Bounty blues: IBM Wangaratta plant hangs in balance

The new Federal budget has cast a threatening cloud over the future of IBM's Wangaratta manufacturing plant, according to IBM sources. Should IBM be forced to close the plant, about $500 million in export and domestic product, more than 600 jobs and an elite, world-class manufacturing facility could be lost.

The Wangaratta plant is one of three IBM plants worldwide to build RS/6000 machines, one of four plants worldwide to build desktop PCs, one of nine to build electronic circuit boards and the only one to produce the three ranges from the one site. According to IBM, it contributed more than 80 per cent of IBM's record 1995 hardware, software and services export figure of $626 million.

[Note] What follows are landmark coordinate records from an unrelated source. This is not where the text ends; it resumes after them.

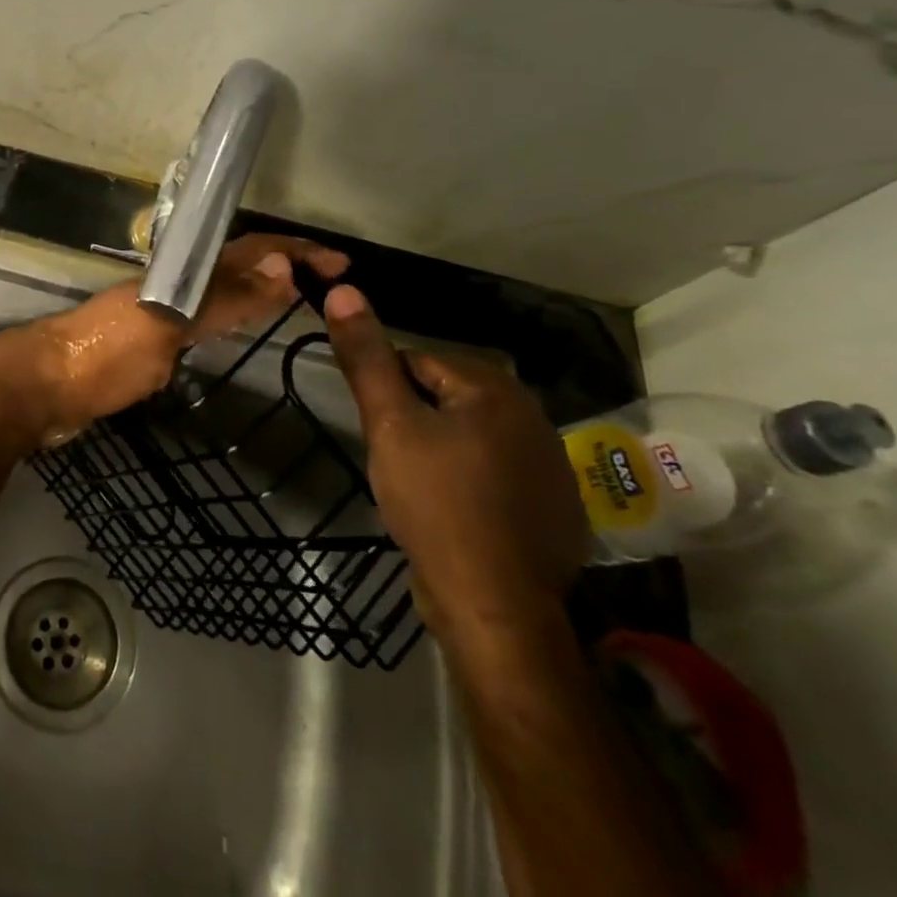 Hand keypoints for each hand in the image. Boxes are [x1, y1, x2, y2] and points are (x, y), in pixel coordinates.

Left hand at [0, 234, 348, 448]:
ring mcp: (160, 311)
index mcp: (179, 272)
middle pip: (239, 266)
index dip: (295, 253)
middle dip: (285, 267)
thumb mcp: (167, 325)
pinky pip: (205, 318)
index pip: (249, 251)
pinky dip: (234, 316)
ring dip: (262, 288)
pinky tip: (243, 329)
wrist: (43, 387)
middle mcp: (173, 284)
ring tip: (300, 300)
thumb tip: (282, 266)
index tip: (342, 264)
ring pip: (222, 290)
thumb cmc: (104, 355)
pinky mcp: (150, 341)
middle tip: (331, 284)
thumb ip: (222, 299)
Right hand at [321, 285, 586, 641]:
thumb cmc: (437, 503)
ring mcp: (550, 467)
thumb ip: (366, 357)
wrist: (494, 606)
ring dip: (439, 452)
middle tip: (397, 463)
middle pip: (445, 399)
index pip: (418, 362)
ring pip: (467, 437)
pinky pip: (493, 475)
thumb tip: (344, 290)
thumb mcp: (389, 424)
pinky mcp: (553, 509)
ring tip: (421, 490)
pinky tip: (455, 515)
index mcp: (495, 388)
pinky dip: (470, 484)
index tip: (381, 433)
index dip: (388, 395)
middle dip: (414, 423)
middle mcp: (533, 417)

Senior IBM executives raised doubts about the Wangaratta plant's future in the light of the budget decisions to scrap the computer bounty and retain tariffs on imported computer components. One executive stated that, while cost was one of a range of factors considered in investment decision-making, "any cost impost on the plant will impact on the viability of its operations".

"It's fair to say we have concerns [about the future of the plant]," a spokeswoman for IBM Australia managing director Bob Savage said. "We understand the government's desire to reduce spending [by eliminating the bounty], but [it] must be aligned with the removal of tariffs on imported computer components. We are concerned that the government has made its decision in the absence of any immediate decision on tariffs. One of our problems is that highly built-up computers come into the country with no tariffs, while components - [which often cannot be sourced locally] - come in with tariffs."

The spokeswoman said IBM's position on computer component tariffs is in line with an IT agreement to be tabled at a World Trade Organisation ministerial meeting later this year.

She refused to release details of IBM's assessment of the budget's impact on the plant's viability, citing commercial confidentiality.